In the photo, Bell, then the U.S. education secretary, is sitting in the Oval Office with then-President Ronald Reagan, top Reagan aide Ed Meese and Vice President George Bush.Reagan's inscription on the photo reads, "We have the report, but why are we smiling?"

Since retired from public service, Bell continues to pursue national educational reform from his base in downtown Salt Lake City. And he still smiles about the day he shocked the nation out of its post-World War II complacency.

Completed by a committee Bell empaneled in an end-run around Meese, "A Nation at Risk" was a hard-nosed appraisal of public education that concluded schools were wallowing in a "rising tide of mediocrity."

The national response to Bell's call for longer school days and more rigorous math and science instruction was overwhelming. Not since the Soviet launch of Sputnik in 1957 had there been such an uproar over the deterioration of educational standards in this country.

The furor was a triumph for Bell, named the nation's second U.S. secretary of education in 1981 with orders to dismantle an agency that had been created just two years earlier by the Carter administration. Bell may have failed in his mission to close up shop, but he succeeded in stimulating national concern.

Now 72, Bell runs Terrel Bell and Associates with Donna L. Elmquist and Elam Hertzler. Elmquist and Bell co-authored "How To Shape Up Our Nation's Schools," a follow-up to "A Nation at Risk," and Hertzler was Bell's chief of staff when he was education secretary.

From first to last, Bell has been an educator. Named superintendent of schools in Rockland, Idaho, at 25, he later held the same position with districts in Afton, Wyo., and Ogden.
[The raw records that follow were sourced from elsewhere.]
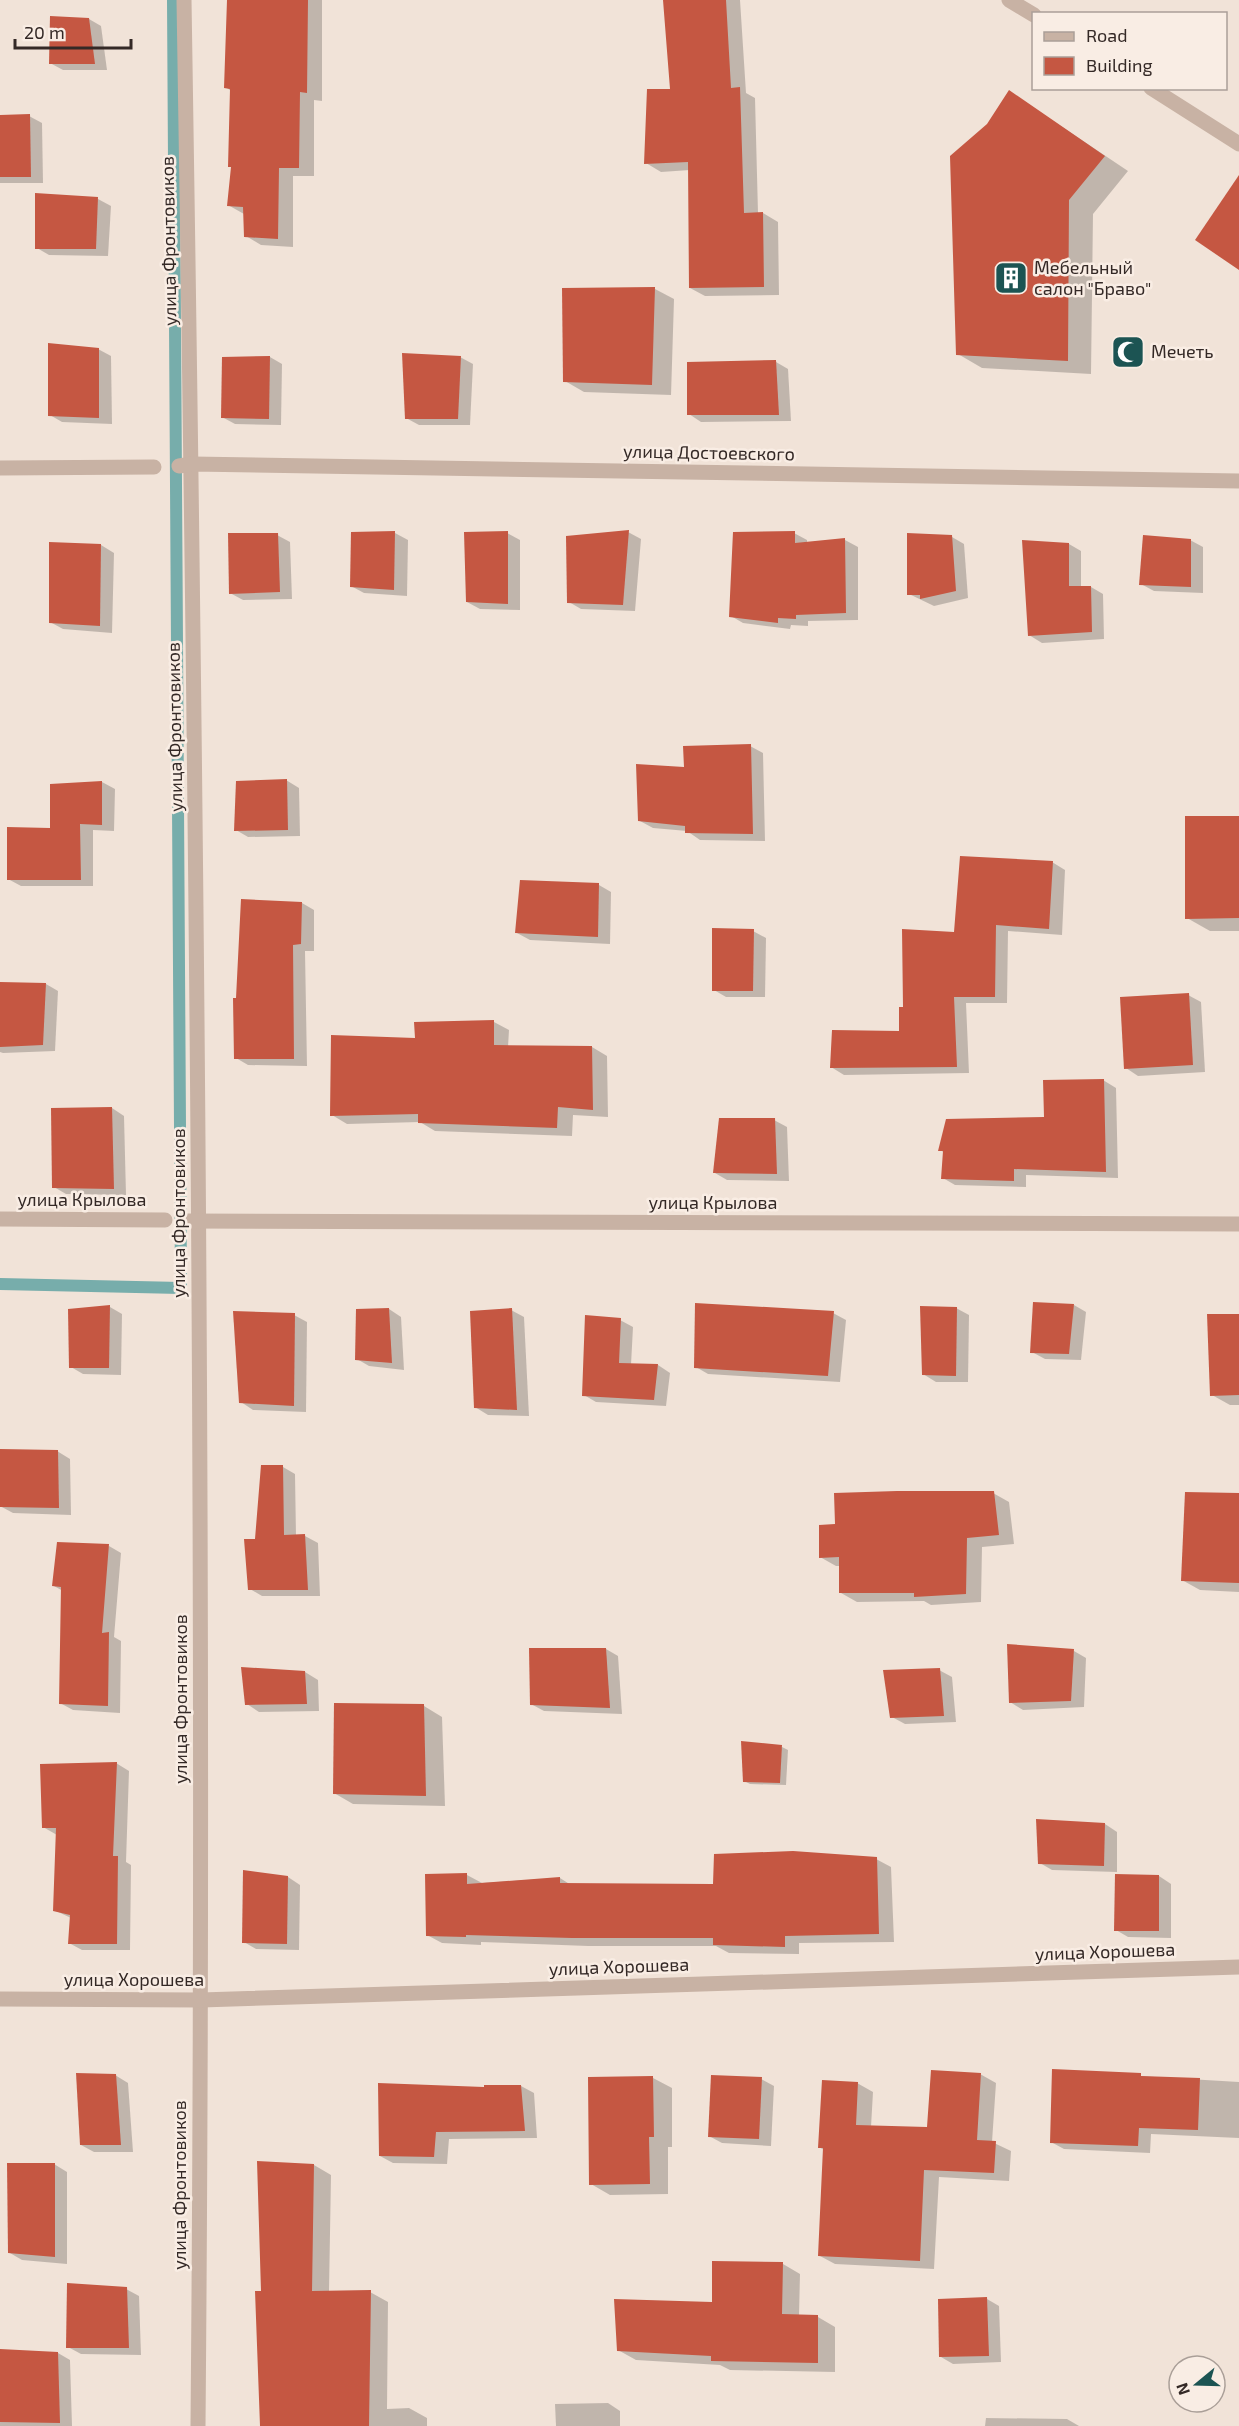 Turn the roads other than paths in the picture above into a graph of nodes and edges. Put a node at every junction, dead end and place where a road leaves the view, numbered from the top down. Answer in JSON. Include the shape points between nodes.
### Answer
{"nodes":[{"id":1,"x":184,"y":0,"type":"edge"},
{"id":2,"x":1009,"y":0,"type":"edge"},
{"id":3,"x":1032,"y":14,"type":"edge"},
{"id":4,"x":1154,"y":90,"type":"edge"},
{"id":5,"x":1239,"y":144,"type":"edge"},
{"id":6,"x":185,"y":465,"type":"junction"},
{"id":7,"x":154,"y":467,"type":"dead end"},
{"id":8,"x":0,"y":468,"type":"edge"},
{"id":9,"x":1239,"y":481,"type":"edge"},
{"id":10,"x":0,"y":1219,"type":"edge"},
{"id":11,"x":165,"y":1220,"type":"dead end"},
{"id":12,"x":193,"y":1221,"type":"junction"},
{"id":13,"x":1239,"y":1224,"type":"edge"},
{"id":14,"x":1239,"y":1967,"type":"edge"},
{"id":15,"x":0,"y":1999,"type":"edge"},
{"id":16,"x":201,"y":2000,"type":"junction"},
{"id":17,"x":198,"y":2426,"type":"edge"}],
"edges":[{"from":1,"to":6,"type":"street","name":"улица Фронтовиков"},
{"from":2,"to":3,"type":"street"},
{"from":4,"to":5,"type":"street"},
{"from":6,"to":9,"type":"street","name":"улица Достоевского"},
{"from":6,"to":12,"type":"street","name":"улица Фронтовиков"},
{"from":7,"to":8,"type":"street"},
{"from":10,"to":11,"type":"street","name":"улица Крылова"},
{"from":12,"to":13,"type":"street","name":"улица Крылова"},
{"from":12,"to":16,"type":"street","name":"улица Фронтовиков"},
{"from":14,"to":16,"type":"street","name":"улица Хорошева"},
{"from":15,"to":16,"type":"street","name":"улица Хорошева"},
{"from":16,"to":17,"type":"street","name":"улица Фронтовиков"}]} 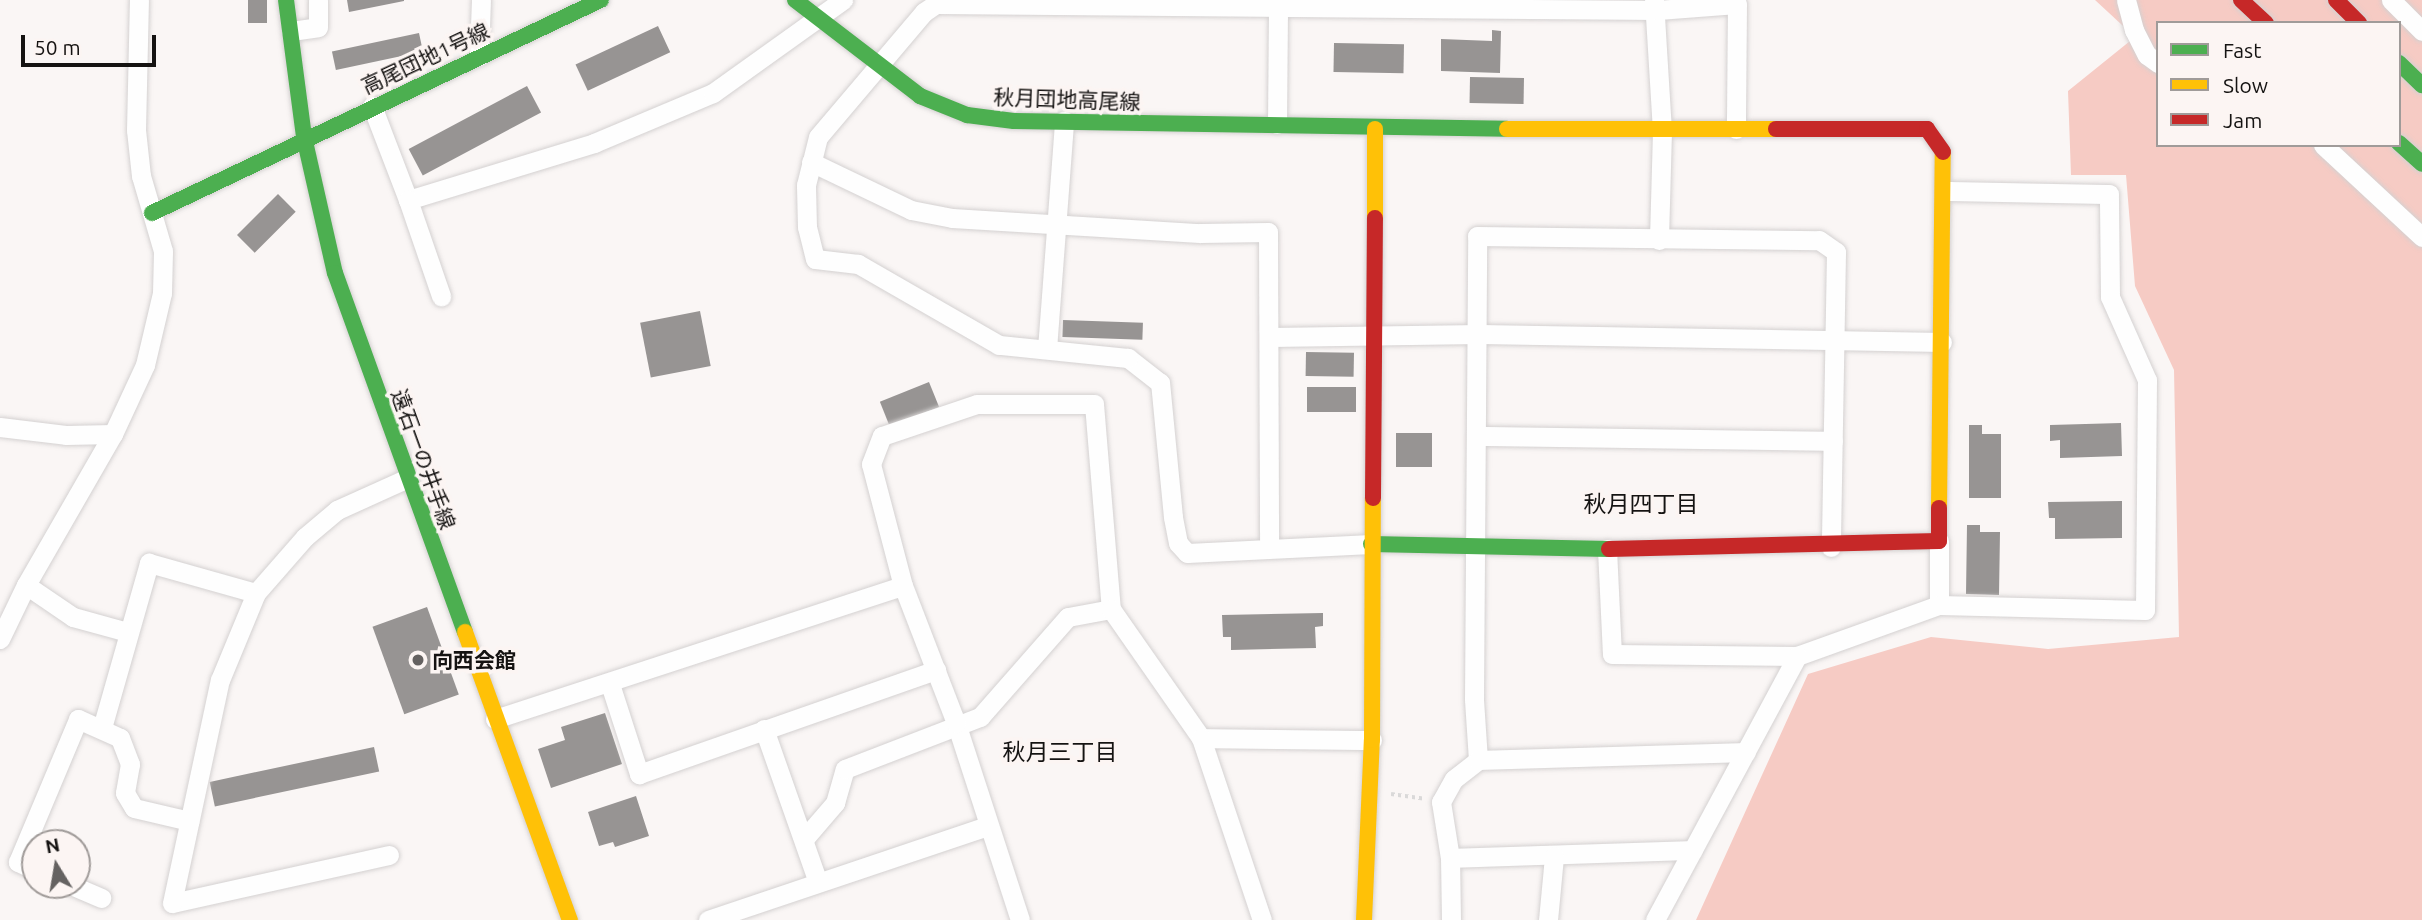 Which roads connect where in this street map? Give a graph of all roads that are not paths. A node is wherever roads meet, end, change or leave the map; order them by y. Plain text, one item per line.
1 (139, 0) edge
2 (286, 0) edge
3 (318, 0) edge
4 (481, 0) edge
5 (601, 0) edge
6 (795, 0) edge
7 (843, 0) edge
8 (2126, 0) edge
9 (2241, 0) edge
10 (2336, 0) edge
11 (2391, 0) edge
12 (1126, 3) edge
13 (1656, 5) edge
14 (1278, 6) junction
15 (820, 19) junction
16 (2264, 21) edge
17 (2357, 21) edge
18 (291, 31) junction
19 (2422, 31) edge
20 (479, 56) junction
21 (2156, 62) edge
22 (2401, 65) edge
23 (881, 66) junction
24 (2422, 85) edge
25 (372, 106) junction
26 (1064, 121) junction
27 (1277, 124) junction
28 (1375, 129) junction
29 (1737, 129) junction
30 (1662, 131) junction
31 (304, 137) junction
32 (2401, 145) edge
33 (2325, 147) edge
34 (811, 162) junction
35 (2422, 164) edge
36 (1945, 191) junction
37 (408, 200) junction
38 (152, 213) junction
39 (1054, 227) junction
40 (2422, 237) edge
41 (1659, 240) junction
42 (441, 296) dead end
43 (1480, 334) junction
44 (1271, 337) junction
45 (1371, 337) junction
46 (1835, 342) junction
47 (1942, 342) junction
48 (1046, 349) junction
49 (0, 427) edge
50 (113, 435) junction
51 (1478, 436) junction
52 (1833, 441) junction
53 (408, 478) junction
54 (1939, 541) junction
55 (1371, 544) junction
56 (1477, 544) junction
57 (1269, 547) junction
58 (1831, 547) junction
59 (1607, 548) junction
60 (26, 585) junction
61 (903, 586) junction
62 (256, 593) junction
63 (1939, 605) junction
64 (1111, 609) junction
65 (128, 632) junction
66 (0, 639) edge
67 (1797, 656) junction
68 (936, 670) junction
69 (610, 684) junction
70 (495, 719) junction
71 (956, 723) junction
72 (102, 728) junction
73 (764, 729) junction
74 (1201, 738) junction
75 (1372, 740) junction
76 (1746, 752) junction
77 (1478, 760) junction
78 (189, 821) junction
79 (988, 826) junction
80 (32, 829) edge
81 (804, 839) junction
82 (1693, 850) junction
83 (389, 855) dead end
84 (1554, 856) junction
85 (1450, 858) junction
86 (818, 882) junction
87 (91, 894) edge
88 (100, 898) dead end
89 (570, 920) edge
90 (708, 920) edge
91 (1020, 920) edge
92 (1262, 920) edge
93 (1364, 920) edge
94 (1451, 920) edge
95 (1548, 920) edge
96 (1655, 920) edge

1 - 38 street
2 - 18 main road, 遠石一の井手線
3 - 18 street
4 - 20 street
5 - 20 main road, 高尾団地1号線
6 - 15 main road, 秋月団地高尾線
7 - 15 street
8 - 21 street
9 - 16 main road
10 - 17 main road
11 - 19 street
12 - 14 street
12 - 23 street
13 - 14 street
13 - 29 street
13 - 30 street
14 - 27 street
15 - 23 main road, 秋月団地高尾線
15 - 37 street
18 - 31 main road, 遠石一の井手線
20 - 25 main road, 高尾団地1号線
22 - 24 main road
23 - 26 main road, 秋月団地高尾線
23 - 34 street
25 - 31 main road, 高尾団地1号線
25 - 37 street
26 - 27 main road, 秋月団地高尾線
26 - 39 street
27 - 28 main road, 秋月団地高尾線
28 - 30 main road, 秋月団地高尾線
28 - 45 main road
29 - 30 main road, 秋月団地高尾線
29 - 36 main road, 秋月団地高尾線
30 - 41 street
31 - 38 main road, 高尾団地1号線
31 - 53 main road, 遠石一の井手線
32 - 35 main road
33 - 40 street
34 - 39 street
34 - 48 street
36 - 47 main road, 秋月団地高尾線
36 - 63 street
37 - 42 street
38 - 50 street
39 - 44 street
39 - 48 street
41 - 43 street
41 - 46 street
43 - 45 street
43 - 46 street
43 - 51 street
44 - 45 street
44 - 57 street
45 - 55 main road
46 - 47 street
46 - 52 street
47 - 54 main road, 秋月団地高尾線
48 - 57 street
49 - 50 street
50 - 60 street
51 - 52 street
51 - 56 street
52 - 58 street
53 - 62 street
53 - 70 main road, 遠石一の井手線
54 - 58 main road
54 - 63 street
55 - 56 main road
55 - 57 street
55 - 75 main road
56 - 59 main road
56 - 77 street
58 - 59 main road
59 - 67 street
60 - 65 street
60 - 66 street
61 - 64 street
61 - 68 street
61 - 69 street
62 - 65 street
62 - 78 street
63 - 67 street
64 - 71 street
64 - 74 street
65 - 72 street
67 - 76 street
68 - 71 street
68 - 73 street
69 - 70 street
69 - 73 street
70 - 89 main road, 遠石一の井手線
71 - 79 street
71 - 81 street
72 - 78 street
72 - 80 street
73 - 81 street
74 - 75 street
74 - 92 street
75 - 93 main road
76 - 77 street
76 - 82 street
77 - 85 street
78 - 83 street
79 - 86 street
79 - 91 street
81 - 86 street
82 - 84 street
82 - 96 street
84 - 85 street
84 - 95 street
85 - 94 street
86 - 90 street
87 - 88 street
Bell became Utah's state schools chief in 1963, a post he held until 1970. He then began his on-again, off-again career as a federal educator, moving back and forth between Washington, D.C., and Salt Lake City. He served as U.S. commissioner of education under presidents Nixon and Ford.

By the time Reagan tapped him to dispatch the Department of Education, Bell knew he wanted to complete a comprehensive study of an education system he believed had declined steadily since 1950.

He wanted Reagan to appoint a presidential commission to complete the report. But Meese, who accused Congress of creating the Department of Education to "do mischief on the children of America," persuaded Reagan not to attach his office to the pursuit.

So Bell handpicked his own National Commission on Excellence in Education. The commission's disparagement of school performance in the late 1970s, in comparison with the half-decade that followed World War II, pushed education to the top of the public agenda, if not Reagan's.

Bell left the Reagan Cabinet in 1985. After the 1991 publication of "How To Shape Up Our Nation's Schools," his nonprofit consultant group contracted with school districts in 16 cities, including Baltimore, Miami, Kansas City, Salt Lake City and New York, to run the National Academic League. The motivational program for middle schools promotes academic excellence through competition patterned after athletics.

Bell's group also is helping the Salt Lake City School District prepare Bennion Elementary to become a high-tech showpiece. When it opens in the fall, the school will boast a computer for every three students, who will set their own academic pace. Teachers will be freed from "chalk and talk" lessons that, because they are aimed at the broad middle, leave slower students behind and bore the brightest to tears.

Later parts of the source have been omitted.